━━ GIVEN RECORDS

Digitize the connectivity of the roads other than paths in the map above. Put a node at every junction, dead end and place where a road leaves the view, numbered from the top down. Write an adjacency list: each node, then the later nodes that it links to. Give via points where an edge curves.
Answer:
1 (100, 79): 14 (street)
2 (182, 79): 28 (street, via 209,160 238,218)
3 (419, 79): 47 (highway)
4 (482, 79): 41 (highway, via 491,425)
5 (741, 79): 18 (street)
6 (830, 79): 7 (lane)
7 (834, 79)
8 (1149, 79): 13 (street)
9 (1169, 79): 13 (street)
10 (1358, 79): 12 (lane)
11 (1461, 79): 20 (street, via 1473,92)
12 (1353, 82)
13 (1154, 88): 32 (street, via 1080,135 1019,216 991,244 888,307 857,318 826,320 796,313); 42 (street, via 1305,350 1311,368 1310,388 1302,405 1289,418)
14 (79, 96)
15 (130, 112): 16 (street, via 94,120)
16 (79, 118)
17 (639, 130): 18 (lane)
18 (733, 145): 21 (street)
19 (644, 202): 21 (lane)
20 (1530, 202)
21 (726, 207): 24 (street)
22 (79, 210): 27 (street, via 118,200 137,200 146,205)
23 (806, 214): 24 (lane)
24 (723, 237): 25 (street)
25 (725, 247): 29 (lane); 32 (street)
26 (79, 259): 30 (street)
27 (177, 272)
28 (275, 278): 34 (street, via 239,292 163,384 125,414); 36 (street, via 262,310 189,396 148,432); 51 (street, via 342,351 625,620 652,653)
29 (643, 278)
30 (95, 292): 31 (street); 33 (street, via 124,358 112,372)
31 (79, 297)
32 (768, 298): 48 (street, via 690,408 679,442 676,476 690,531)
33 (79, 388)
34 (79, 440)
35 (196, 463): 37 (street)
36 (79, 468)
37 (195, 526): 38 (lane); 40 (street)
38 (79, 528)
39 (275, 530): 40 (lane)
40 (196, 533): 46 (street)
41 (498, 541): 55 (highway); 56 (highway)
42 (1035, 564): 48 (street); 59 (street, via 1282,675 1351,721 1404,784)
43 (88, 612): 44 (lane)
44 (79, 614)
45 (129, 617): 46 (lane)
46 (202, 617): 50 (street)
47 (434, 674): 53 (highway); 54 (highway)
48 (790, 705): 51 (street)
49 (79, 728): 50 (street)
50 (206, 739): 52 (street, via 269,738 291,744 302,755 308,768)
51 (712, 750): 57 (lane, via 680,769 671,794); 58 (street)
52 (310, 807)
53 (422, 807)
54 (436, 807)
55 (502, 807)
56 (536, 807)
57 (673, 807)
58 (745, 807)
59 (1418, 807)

━━━━

# TASK INSTRUCTIONS
One exact transcript of the whole listing is the expected answer.

# RESPONSE
Digitize the connectivity of the roads other than paths in the map above. Put a node at every junction, dead end and place where a road leaves the view, numbered from the top down. Write an adjacency list: each node, then the later nodes that it links to. Give via points where an edge curves.
Answer:
1 (100, 79): 14 (street)
2 (182, 79): 28 (street, via 209,160 238,218)
3 (419, 79): 47 (highway)
4 (482, 79): 41 (highway, via 491,425)
5 (741, 79): 18 (street)
6 (830, 79): 7 (lane)
7 (834, 79)
8 (1149, 79): 13 (street)
9 (1169, 79): 13 (street)
10 (1358, 79): 12 (lane)
11 (1461, 79): 20 (street, via 1473,92)
12 (1353, 82)
13 (1154, 88): 32 (street, via 1080,135 1019,216 991,244 888,307 857,318 826,320 796,313); 42 (street, via 1305,350 1311,368 1310,388 1302,405 1289,418)
14 (79, 96)
15 (130, 112): 16 (street, via 94,120)
16 (79, 118)
17 (639, 130): 18 (lane)
18 (733, 145): 21 (street)
19 (644, 202): 21 (lane)
20 (1530, 202)
21 (726, 207): 24 (street)
22 (79, 210): 27 (street, via 118,200 137,200 146,205)
23 (806, 214): 24 (lane)
24 (723, 237): 25 (street)
25 (725, 247): 29 (lane); 32 (street)
26 (79, 259): 30 (street)
27 (177, 272)
28 (275, 278): 34 (street, via 239,292 163,384 125,414); 36 (street, via 262,310 189,396 148,432); 51 (street, via 342,351 625,620 652,653)
29 (643, 278)
30 (95, 292): 31 (street); 33 (street, via 124,358 112,372)
31 (79, 297)
32 (768, 298): 48 (street, via 690,408 679,442 676,476 690,531)
33 (79, 388)
34 (79, 440)
35 (196, 463): 37 (street)
36 (79, 468)
37 (195, 526): 38 (lane); 40 (street)
38 (79, 528)
39 (275, 530): 40 (lane)
40 (196, 533): 46 (street)
41 (498, 541): 55 (highway); 56 (highway)
42 (1035, 564): 48 (street); 59 (street, via 1282,675 1351,721 1404,784)
43 (88, 612): 44 (lane)
44 (79, 614)
45 (129, 617): 46 (lane)
46 (202, 617): 50 (street)
47 (434, 674): 53 (highway); 54 (highway)
48 (790, 705): 51 (street)
49 (79, 728): 50 (street)
50 (206, 739): 52 (street, via 269,738 291,744 302,755 308,768)
51 (712, 750): 57 (lane, via 680,769 671,794); 58 (street)
52 (310, 807)
53 (422, 807)
54 (436, 807)
55 (502, 807)
56 (536, 807)
57 (673, 807)
58 (745, 807)
59 (1418, 807)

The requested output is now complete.